Bali, as is known for, is truly an island of Gods, culture and art. Spirituality is a way of life here and that can be seen in the faces and mannerisms of the simple folks who reside here. One of my fellow travelers had lived in Bali for ten long years and knew Balinese, their local language, which made us the receptors of even more warmth than tourists normally receive which is already an awful lot. Balinese architecture, traditionally designed gateways and sculptures of mythological figures add to the island’s appeal.
Although Indonesia is a country with Muslim majority, this small land is an exception. One often hears from Hindus that Hinduism is a way of life and not a religion; one can understand the meaning of this phrase by observing just a day in the life of the Balinese. In fact, the day after we were to leave Bali, the festival of ‘Nyepi’, a day of silence, which is Balinese new year, was to be celebrated wherein the entire land shuts down for 24 hours! There are no incoming or outgoing flights on these days. Shops, ATMs and streets remain empty as people are supposed to stay home with no lights. (with no electricity supply in some places) We were told that the day is dedicated completely to connect more deeply with God (Hyang Widhi Wasa) through prayer, fasting and meditation with an additional layer of introspection of the Self, to evaluate personal values such as love, truth, patience, kindness, and generosity. Now compare this with the grand and sparkling new year parties elsewhere across the world, when we hardly hear the voice of person near us, let alone the sound of our own mind! Their immense belief in tradition and the spiritual nature of these rituals makes one wonder how far people here would go to preserve their culture, and the answer to this question is the fact that local watchmen known as Pecalang (Nyepi Police) are deployed all over the Island on this day to ensure that rules are obeyed! I know, right?

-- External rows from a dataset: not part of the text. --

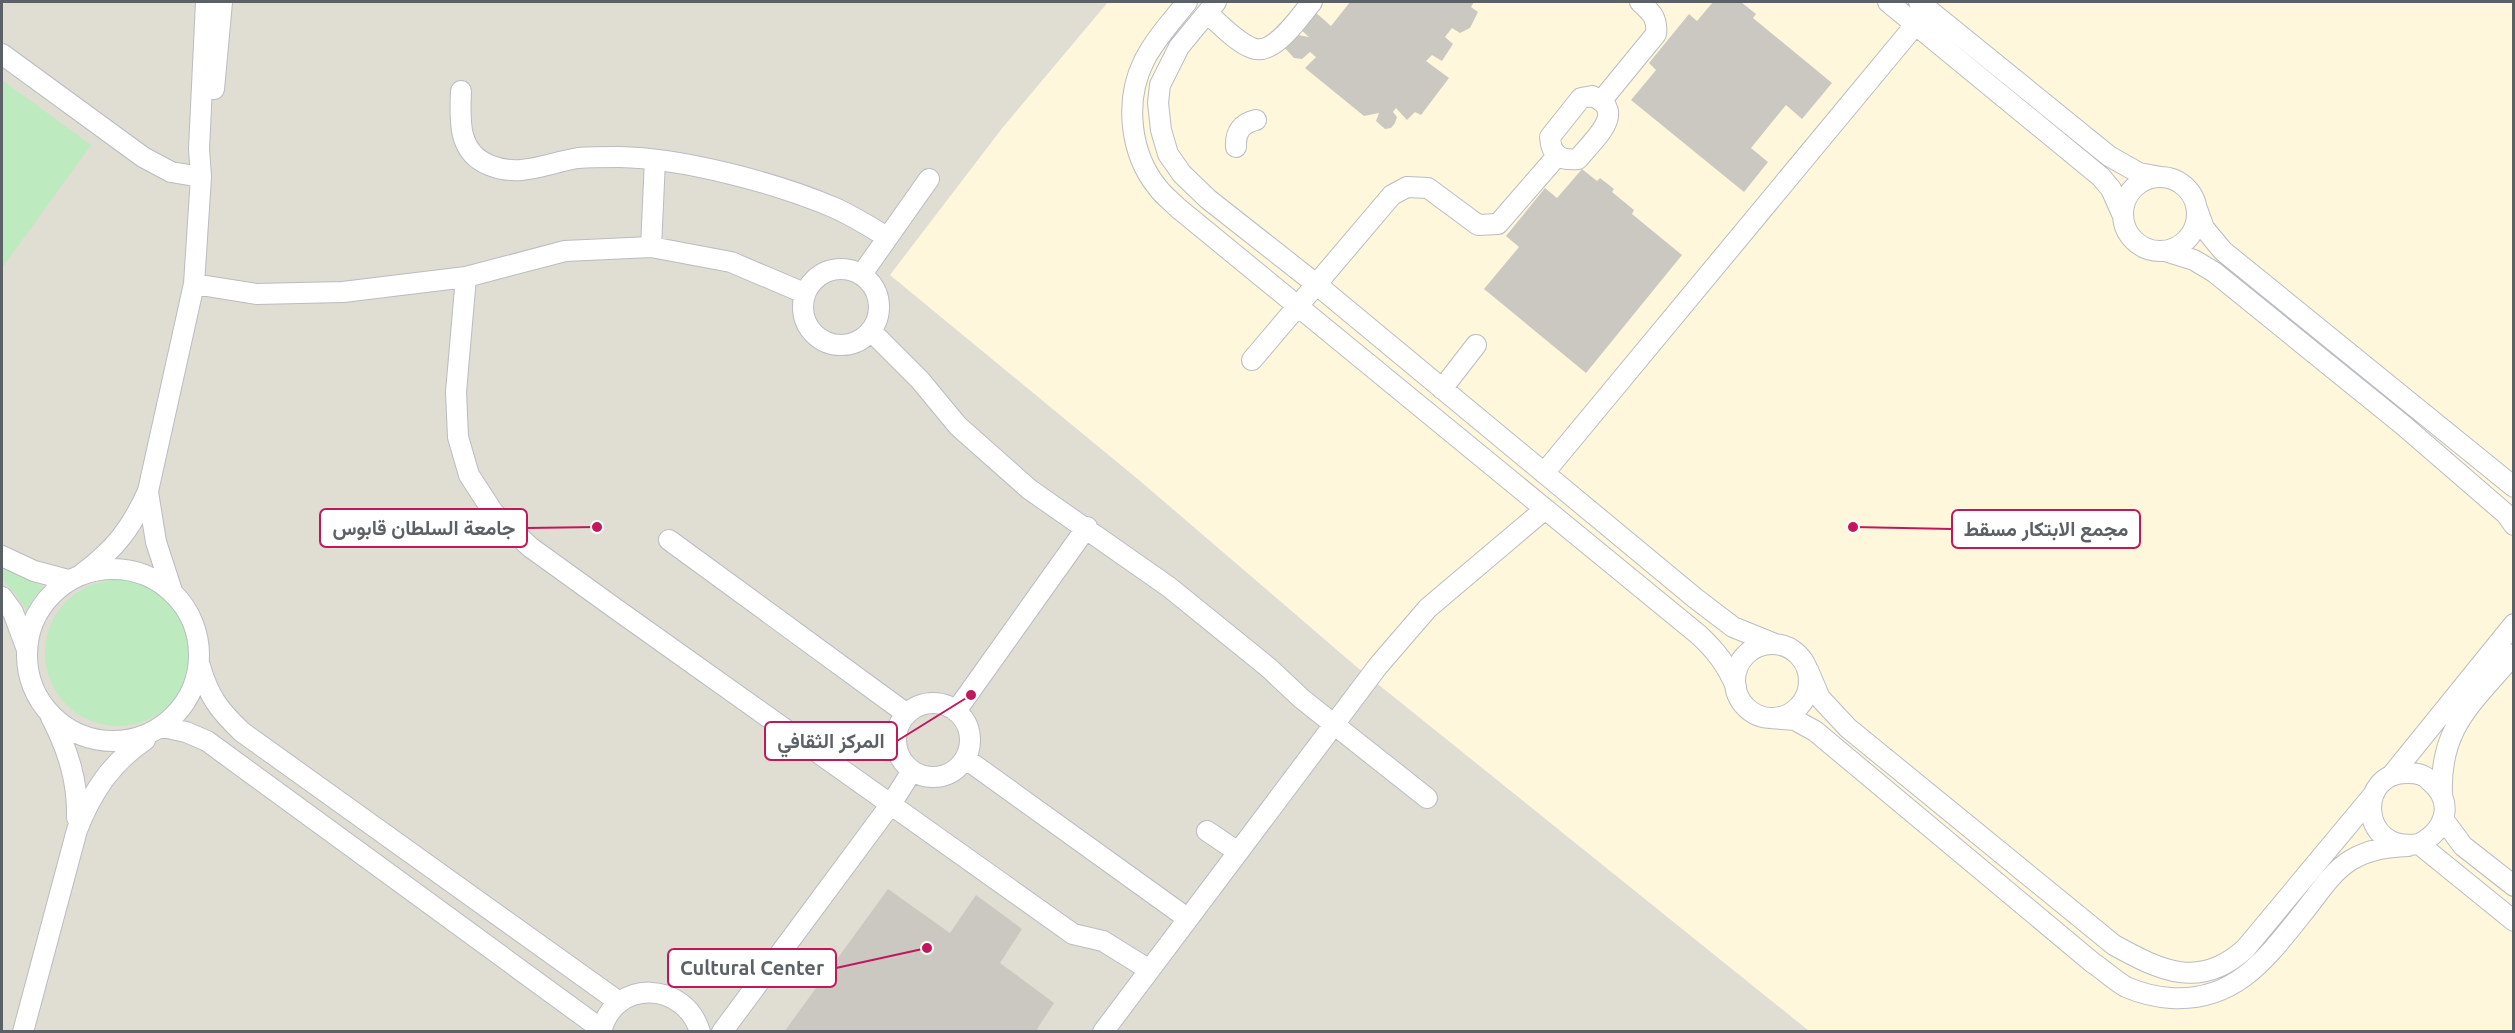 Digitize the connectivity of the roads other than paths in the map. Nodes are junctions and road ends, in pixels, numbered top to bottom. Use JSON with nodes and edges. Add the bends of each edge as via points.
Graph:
{"nodes":[{"id":1,"x":206,"y":2,"type":"edge"},
{"id":2,"x":222,"y":2,"type":"edge"},
{"id":3,"x":1187,"y":2,"type":"edge"},
{"id":4,"x":1312,"y":2,"type":"edge"},
{"id":5,"x":1640,"y":2,"type":"edge"},
{"id":6,"x":1888,"y":2,"type":"edge"},
{"id":7,"x":1918,"y":2,"type":"edge"},
{"id":8,"x":1211,"y":8,"type":"edge"},
{"id":9,"x":1916,"y":24,"type":"junction"},
{"id":10,"x":2,"y":54,"type":"edge"},
{"id":11,"x":460,"y":91,"type":"dead end"},
{"id":12,"x":1602,"y":100,"type":"junction"},
{"id":13,"x":1256,"y":120,"type":"dead end"},
{"id":14,"x":1236,"y":147,"type":"dead end"},
{"id":15,"x":1557,"y":156,"type":"junction"},
{"id":16,"x":655,"y":160,"type":"junction"},
{"id":17,"x":201,"y":177,"type":"junction"},
{"id":18,"x":2161,"y":177,"type":"junction"},
{"id":19,"x":929,"y":179,"type":"dead end"},
{"id":20,"x":2196,"y":206,"type":"junction"},
{"id":21,"x":2123,"y":216,"type":"junction"},
{"id":22,"x":887,"y":237,"type":"junction"},
{"id":23,"x":651,"y":247,"type":"junction"},
{"id":24,"x":2165,"y":251,"type":"junction"},
{"id":25,"x":862,"y":274,"type":"junction"},
{"id":26,"x":466,"y":277,"type":"junction"},
{"id":27,"x":194,"y":284,"type":"junction"},
{"id":28,"x":1316,"y":284,"type":"junction"},
{"id":29,"x":804,"y":293,"type":"junction"},
{"id":30,"x":1297,"y":306,"type":"junction"},
{"id":31,"x":871,"y":331,"type":"junction"},
{"id":32,"x":1476,"y":345,"type":"dead end"},
{"id":33,"x":1252,"y":360,"type":"dead end"},
{"id":34,"x":1442,"y":389,"type":"junction"},
{"id":35,"x":1544,"y":472,"type":"junction"},
{"id":36,"x":2514,"y":487,"type":"edge"},
{"id":37,"x":148,"y":492,"type":"junction"},
{"id":38,"x":1545,"y":509,"type":"junction"},
{"id":39,"x":2514,"y":525,"type":"edge"},
{"id":40,"x":1087,"y":527,"type":"junction"},
{"id":41,"x":669,"y":540,"type":"dead end"},
{"id":42,"x":2,"y":556,"type":"edge"},
{"id":43,"x":75,"y":577,"type":"junction"},
{"id":44,"x":172,"y":591,"type":"junction"},
{"id":45,"x":2,"y":597,"type":"edge"},
{"id":46,"x":2514,"y":624,"type":"edge"},
{"id":47,"x":1776,"y":644,"type":"junction"},
{"id":48,"x":26,"y":647,"type":"junction"},
{"id":49,"x":2514,"y":654,"type":"edge"},
{"id":50,"x":200,"y":666,"type":"junction"},
{"id":51,"x":1808,"y":670,"type":"junction"},
{"id":52,"x":1736,"y":687,"type":"junction"},
{"id":53,"x":956,"y":711,"type":"junction"},
{"id":54,"x":907,"y":714,"type":"junction"},
{"id":55,"x":51,"y":717,"type":"junction"},
{"id":56,"x":1770,"y":718,"type":"junction"},
{"id":57,"x":1334,"y":723,"type":"junction"},
{"id":58,"x":159,"y":730,"type":"junction"},
{"id":59,"x":278,"y":757,"type":"junction"},
{"id":60,"x":966,"y":759,"type":"junction"},
{"id":61,"x":912,"y":771,"type":"junction"},
{"id":62,"x":2391,"y":776,"type":"junction"},
{"id":63,"x":261,"y":781,"type":"junction"},
{"id":64,"x":2373,"y":794,"type":"junction"},
{"id":65,"x":2442,"y":796,"type":"junction"},
{"id":66,"x":1427,"y":798,"type":"dead end"},
{"id":67,"x":891,"y":804,"type":"junction"},
{"id":68,"x":2443,"y":819,"type":"junction"},
{"id":69,"x":77,"y":830,"type":"junction"},
{"id":70,"x":1207,"y":831,"type":"dead end"},
{"id":71,"x":2414,"y":845,"type":"junction"},
{"id":72,"x":1238,"y":852,"type":"junction"},
{"id":73,"x":438,"y":872,"type":"junction"},
{"id":74,"x":2514,"y":886,"type":"edge"},
{"id":75,"x":420,"y":897,"type":"junction"},
{"id":76,"x":1187,"y":918,"type":"junction"},
{"id":77,"x":2514,"y":921,"type":"edge"},
{"id":78,"x":508,"y":923,"type":"junction"},
{"id":79,"x":490,"y":948,"type":"junction"},
{"id":80,"x":1148,"y":969,"type":"junction"},
{"id":81,"x":619,"y":1002,"type":"junction"},
{"id":82,"x":601,"y":1030,"type":"edge"},
{"id":83,"x":23,"y":1032,"type":"edge"},
{"id":84,"x":700,"y":1032,"type":"edge"},
{"id":85,"x":722,"y":1032,"type":"edge"},
{"id":86,"x":1103,"y":1032,"type":"edge"}],
"edges":[{"from":1,"to":17,"type":"lane"},
{"from":2,"to":17,"type":"lane","via":[[208,150]]},
{"from":3,"to":30,"type":"lane","via":[[1143,63],[1133,101],[1132,125],[1137,148],[1153,181],[1171,201]]},
{"from":4,"to":8,"type":"lane","via":[[1276,43],[1264,49],[1250,48]]},
{"from":5,"to":12,"type":"lane","via":[[1654,15],[1656,34]]},
{"from":6,"to":9,"type":"lane"},
{"from":7,"to":18,"type":"lane","via":[[2109,156],[2139,173]]},
{"from":8,"to":28,"type":"lane","via":[[1179,47],[1160,85],[1161,130],[1168,154],[1208,199]]},
{"from":9,"to":21,"type":"lane","via":[[2100,177],[2111,189]]},
{"from":9,"to":35,"type":"lane"},
{"from":10,"to":17,"type":"lane","via":[[144,157],[171,172]]},
{"from":11,"to":16,"type":"lane","via":[[462,138],[473,154],[488,165],[516,171],[578,158]]},
{"from":12,"to":15,"type":"lane","via":[[1592,96],[1581,98],[1550,137]]},
{"from":12,"to":15,"type":"lane","via":[[1609,109],[1609,120],[1578,159],[1567,161]]},
{"from":13,"to":14,"type":"lane","via":[[1240,129]]},
{"from":15,"to":28,"type":"lane","via":[[1498,224],[1478,225],[1436,192],[1407,187],[1392,195]]},
{"from":16,"to":22,"type":"lane","via":[[754,181],[836,208]]},
{"from":16,"to":23,"type":"lane"},
{"from":17,"to":27,"type":"lane"},
{"from":18,"to":20,"type":"lane","via":[[2184,186]]},
{"from":18,"to":21,"type":"lane","via":[[2134,188],[2124,204]]},
{"from":19,"to":22,"type":"lane"},
{"from":20,"to":24,"type":"lane","via":[[2197,219],[2187,240]]},
{"from":20,"to":36,"type":"lane","via":[[2204,228],[2223,251]]},
{"from":21,"to":24,"type":"lane","via":[[2132,239],[2141,246]]},
{"from":22,"to":25,"type":"lane"},
{"from":23,"to":26,"type":"lane","via":[[565,251]]},
{"from":23,"to":29,"type":"lane","via":[[731,262]]},
{"from":24,"to":39,"type":"lane","via":[[2194,260],[2214,272],[2403,426]]},
{"from":25,"to":29,"type":"lane","via":[[836,268],[817,276]]},
{"from":25,"to":31,"type":"lane","via":[[872,283],[880,307]]},
{"from":26,"to":27,"type":"lane","via":[[332,292],[256,294]]},
{"from":26,"to":67,"type":"lane","via":[[457,380],[458,437],[469,475],[493,512],[530,547]]},
{"from":27,"to":37,"type":"lane"},
{"from":28,"to":30,"type":"lane"},
{"from":28,"to":34,"type":"lane"},
{"from":29,"to":31,"type":"lane","via":[[804,320],[821,340],[848,345]]},
{"from":30,"to":33,"type":"lane"},
{"from":30,"to":38,"type":"lane"},
{"from":31,"to":40,"type":"lane","via":[[966,434],[1029,489]]},
{"from":32,"to":34,"type":"lane"},
{"from":34,"to":35,"type":"lane"},
{"from":35,"to":47,"type":"lane","via":[[1733,627]]},
{"from":37,"to":43,"type":"lane","via":[[122,538],[104,558]]},
{"from":37,"to":44,"type":"lane","via":[[156,542]]},
{"from":38,"to":52,"type":"lane","via":[[1718,652]]},
{"from":38,"to":57,"type":"lane","via":[[1428,608]]},
{"from":40,"to":53,"type":"lane"},
{"from":40,"to":57,"type":"lane","via":[[1169,586]]},
{"from":41,"to":54,"type":"lane"},
{"from":42,"to":43,"type":"lane","via":[[34,571]]},
{"from":43,"to":44,"type":"lane","via":[[113,568],[144,574]]},
{"from":43,"to":48,"type":"lane","via":[[39,609]]},
{"from":44,"to":50,"type":"lane","via":[[189,612],[199,639]]},
{"from":45,"to":48,"type":"lane","via":[[13,612]]},
{"from":46,"to":62,"type":"lane"},
{"from":47,"to":51,"type":"lane","via":[[1794,651]]},
{"from":47,"to":52,"type":"lane","via":[[1758,646],[1748,653],[1740,663]]},
{"from":48,"to":55,"type":"lane","via":[[31,685]]},
{"from":49,"to":65,"type":"lane","via":[[2450,734],[2441,771]]},
{"from":50,"to":58,"type":"lane","via":[[194,690],[181,711]]},
{"from":50,"to":59,"type":"lane","via":[[208,692],[222,714]]},
{"from":51,"to":56,"type":"lane","via":[[1810,682],[1801,704],[1793,712]]},
{"from":51,"to":64,"type":"lane","via":[[1820,698],[1848,728],[2098,933],[2170,972],[2187,974],[2232,961]]},
{"from":52,"to":56,"type":"lane","via":[[1748,709]]},
{"from":53,"to":54,"type":"lane","via":[[936,703],[915,707]]},
{"from":53,"to":60,"type":"lane","via":[[970,733]]},
{"from":54,"to":61,"type":"lane","via":[[899,724],[897,750]]},
{"from":55,"to":58,"type":"lane","via":[[82,737],[119,743]]},
{"from":55,"to":69,"type":"lane","via":[[74,771]]},
{"from":56,"to":71,"type":"lane","via":[[1795,720],[1815,731],[2093,963],[2126,987],[2158,997],[2192,999],[2243,978],[2350,861],[2376,848]]},
{"from":57,"to":66,"type":"lane"},
{"from":57,"to":72,"type":"lane"},
{"from":58,"to":63,"type":"lane","via":[[186,732],[207,741]]},
{"from":58,"to":69,"type":"lane","via":[[106,773],[88,800]]},
{"from":59,"to":63,"type":"lane"},
{"from":59,"to":73,"type":"lane"},
{"from":60,"to":61,"type":"lane","via":[[942,777]]},
{"from":60,"to":76,"type":"lane"},
{"from":61,"to":67,"type":"lane"},
{"from":62,"to":64,"type":"lane"},
{"from":62,"to":65,"type":"lane","via":[[2402,772],[2421,775]]},
{"from":63,"to":75,"type":"lane"},
{"from":64,"to":71,"type":"lane","via":[[2372,819],[2377,830],[2385,839]]},
{"from":65,"to":68,"type":"lane"},
{"from":67,"to":80,"type":"lane","via":[[1073,934],[1102,941]]},
{"from":67,"to":85,"type":"lane"},
{"from":68,"to":71,"type":"lane","via":[[2430,839]]},
{"from":68,"to":74,"type":"lane","via":[[2463,846]]},
{"from":69,"to":83,"type":"lane"},
{"from":70,"to":72,"type":"lane"},
{"from":71,"to":77,"type":"lane"},
{"from":72,"to":76,"type":"lane"},
{"from":73,"to":75,"type":"lane"},
{"from":73,"to":78,"type":"lane"},
{"from":75,"to":79,"type":"lane"},
{"from":76,"to":80,"type":"lane"},
{"from":78,"to":79,"type":"lane"},
{"from":78,"to":81,"type":"lane"},
{"from":79,"to":82,"type":"lane"},
{"from":80,"to":86,"type":"lane"},
{"from":81,"to":82,"type":"lane"},
{"from":81,"to":84,"type":"lane","via":[[646,992],[663,993],[680,1001],[692,1013]]}]}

We took a flight from Bangalore,India to Denpasar Airport in Bali, Indonesia via Bangkok, Thailand and hence began the five day decamp to the nature loving land from the concrete jungle of silicon valley of India. The people and places here are so close to nature that the city noise, that is nowhere to be found, gets erased from even one’s memory, within a day of living here. I met a woman from Denmark who had come for a trip of few days like me, but stayed back for 3 long months, working online to sustain. Wishing and praying that some day I find the courage and resources to do what she did, I wished her luck with her journey and went on with mine.
Out of the five days spent in Bali, we were in Sanur for two days and rest were spent in Ubud. Sanur is a coastal town in the south eastern part of Bali and attracts a lot of tourists given the beautiful beaches and well known cultural hot-spots nearby. On the first day out from Sanur, we went to Pura Tanah Lot. (Pura means temple) This is one of the many sea temples, the spiritual pillars of Bali, along the Balinese coast and claimed to be built during the 16th century. To reach this temple from the parking ground, you walk along a road with shops on either side selling Balinese artwork, musical instruments, clothes, variety of food. Only things i bought here were a sarong and a sash. (pieces of cloth like scarves) Some temples in Bali have a dress code which is actually part of temple etiquette; this included us wrapping around a sarong and tying the sash to tighten this rustled up skirt. Tripping on this skirt and regaining balance every few steps, I walked up to the temple just to be told that due to rising sea level we would not be able to cross the path leading up to the temple rock. So we took pictures of this iconic tourist place, spent some time at the beach and headed back to the cozy Laghawa resort where we had booked a cottage, crossing a St Patrick’s day celebration in one of the pubs with the local band singing the Irish band U2’s number ‘Beautiful day’ in this part of Indonesia. That was the end of day one.